▶ _What the task asks_: Go through the data and retrieve each line that includes the string "graph".
──────── Task input
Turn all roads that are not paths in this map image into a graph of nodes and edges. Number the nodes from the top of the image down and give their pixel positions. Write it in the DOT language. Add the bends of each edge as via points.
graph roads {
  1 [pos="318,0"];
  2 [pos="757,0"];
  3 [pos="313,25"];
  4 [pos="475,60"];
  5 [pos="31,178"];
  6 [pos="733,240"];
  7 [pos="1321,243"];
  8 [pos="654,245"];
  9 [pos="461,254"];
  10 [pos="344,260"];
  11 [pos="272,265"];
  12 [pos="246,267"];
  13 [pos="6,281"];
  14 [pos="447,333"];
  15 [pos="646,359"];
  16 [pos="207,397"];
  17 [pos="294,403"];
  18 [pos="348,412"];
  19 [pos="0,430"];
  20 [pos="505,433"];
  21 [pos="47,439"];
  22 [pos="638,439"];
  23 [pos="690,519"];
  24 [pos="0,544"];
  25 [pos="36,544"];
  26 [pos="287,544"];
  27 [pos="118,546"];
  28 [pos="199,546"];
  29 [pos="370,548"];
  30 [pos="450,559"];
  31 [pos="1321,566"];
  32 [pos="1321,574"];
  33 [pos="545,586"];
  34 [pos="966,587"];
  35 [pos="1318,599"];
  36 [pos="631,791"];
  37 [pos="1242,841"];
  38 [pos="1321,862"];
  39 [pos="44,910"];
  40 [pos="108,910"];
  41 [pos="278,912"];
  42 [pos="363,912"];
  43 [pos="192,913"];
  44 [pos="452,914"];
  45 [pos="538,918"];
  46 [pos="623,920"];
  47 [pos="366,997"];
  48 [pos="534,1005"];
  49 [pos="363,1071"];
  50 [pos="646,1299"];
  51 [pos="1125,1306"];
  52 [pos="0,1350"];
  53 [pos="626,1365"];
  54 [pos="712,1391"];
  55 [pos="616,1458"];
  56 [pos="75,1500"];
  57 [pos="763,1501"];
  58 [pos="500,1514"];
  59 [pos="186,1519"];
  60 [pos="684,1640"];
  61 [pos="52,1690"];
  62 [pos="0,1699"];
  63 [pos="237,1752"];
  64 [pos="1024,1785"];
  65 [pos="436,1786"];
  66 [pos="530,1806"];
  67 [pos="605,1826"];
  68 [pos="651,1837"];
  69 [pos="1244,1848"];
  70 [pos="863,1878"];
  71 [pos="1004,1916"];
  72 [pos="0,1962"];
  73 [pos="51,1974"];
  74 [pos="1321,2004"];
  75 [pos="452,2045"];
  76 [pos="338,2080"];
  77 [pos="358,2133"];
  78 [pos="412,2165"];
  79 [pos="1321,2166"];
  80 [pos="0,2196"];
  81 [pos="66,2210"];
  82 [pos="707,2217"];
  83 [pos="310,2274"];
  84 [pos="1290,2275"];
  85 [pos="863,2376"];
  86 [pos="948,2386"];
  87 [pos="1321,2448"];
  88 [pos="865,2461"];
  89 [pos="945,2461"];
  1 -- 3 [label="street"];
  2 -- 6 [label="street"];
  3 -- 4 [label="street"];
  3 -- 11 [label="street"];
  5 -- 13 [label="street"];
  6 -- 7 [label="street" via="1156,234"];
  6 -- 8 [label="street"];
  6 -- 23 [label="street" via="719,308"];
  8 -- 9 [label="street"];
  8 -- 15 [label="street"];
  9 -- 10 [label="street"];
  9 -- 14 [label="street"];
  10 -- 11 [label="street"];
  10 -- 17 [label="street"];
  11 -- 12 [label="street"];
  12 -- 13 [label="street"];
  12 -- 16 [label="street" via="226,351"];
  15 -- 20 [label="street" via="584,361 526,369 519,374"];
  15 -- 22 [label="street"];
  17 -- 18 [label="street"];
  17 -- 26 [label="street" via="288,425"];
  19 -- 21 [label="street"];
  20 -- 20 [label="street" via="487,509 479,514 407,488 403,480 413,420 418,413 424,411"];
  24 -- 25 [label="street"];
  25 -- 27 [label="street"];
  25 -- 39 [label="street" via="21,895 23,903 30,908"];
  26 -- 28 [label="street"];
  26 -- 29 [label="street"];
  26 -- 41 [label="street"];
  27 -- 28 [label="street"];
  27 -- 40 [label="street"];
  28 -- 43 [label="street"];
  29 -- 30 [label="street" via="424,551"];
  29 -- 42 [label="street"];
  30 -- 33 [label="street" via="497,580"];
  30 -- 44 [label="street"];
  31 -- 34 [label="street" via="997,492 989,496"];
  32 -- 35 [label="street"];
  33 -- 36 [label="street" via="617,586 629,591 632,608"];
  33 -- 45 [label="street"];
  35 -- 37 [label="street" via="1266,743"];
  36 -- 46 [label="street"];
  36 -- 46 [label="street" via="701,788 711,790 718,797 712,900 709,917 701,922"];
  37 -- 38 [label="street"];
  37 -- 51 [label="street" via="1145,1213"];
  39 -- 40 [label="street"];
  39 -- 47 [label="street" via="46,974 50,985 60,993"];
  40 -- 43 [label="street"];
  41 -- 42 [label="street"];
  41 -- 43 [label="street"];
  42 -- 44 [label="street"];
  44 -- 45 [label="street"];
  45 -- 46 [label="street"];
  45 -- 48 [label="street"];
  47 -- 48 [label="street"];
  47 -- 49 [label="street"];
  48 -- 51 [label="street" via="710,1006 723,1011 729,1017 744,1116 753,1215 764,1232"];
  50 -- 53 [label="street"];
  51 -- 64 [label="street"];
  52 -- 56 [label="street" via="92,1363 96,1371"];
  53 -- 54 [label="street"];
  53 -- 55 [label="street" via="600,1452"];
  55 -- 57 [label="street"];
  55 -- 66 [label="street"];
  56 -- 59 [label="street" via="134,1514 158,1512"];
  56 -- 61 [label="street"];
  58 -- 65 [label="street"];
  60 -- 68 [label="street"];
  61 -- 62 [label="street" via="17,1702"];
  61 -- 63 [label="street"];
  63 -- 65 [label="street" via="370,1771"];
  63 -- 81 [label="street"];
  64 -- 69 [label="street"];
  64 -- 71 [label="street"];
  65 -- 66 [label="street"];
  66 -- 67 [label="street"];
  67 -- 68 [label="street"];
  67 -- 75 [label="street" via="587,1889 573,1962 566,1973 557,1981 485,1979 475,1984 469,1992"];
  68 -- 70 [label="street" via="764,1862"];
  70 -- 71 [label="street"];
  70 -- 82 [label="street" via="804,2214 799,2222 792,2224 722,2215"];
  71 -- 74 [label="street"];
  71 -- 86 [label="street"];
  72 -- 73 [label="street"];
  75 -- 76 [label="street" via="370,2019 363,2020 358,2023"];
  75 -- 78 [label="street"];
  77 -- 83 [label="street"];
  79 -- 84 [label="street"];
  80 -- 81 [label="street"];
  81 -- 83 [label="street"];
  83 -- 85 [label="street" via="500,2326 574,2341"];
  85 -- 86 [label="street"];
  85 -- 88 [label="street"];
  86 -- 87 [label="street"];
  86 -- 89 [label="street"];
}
────────────────
▶ _Exercise response_:
Turn all roads that are not paths in this map image into a graph of nodes and edges. Number the nodes from the top of the image down and give their pixel positions. Write it in the DOT language. Add the bends of each edge as via points.
graph roads {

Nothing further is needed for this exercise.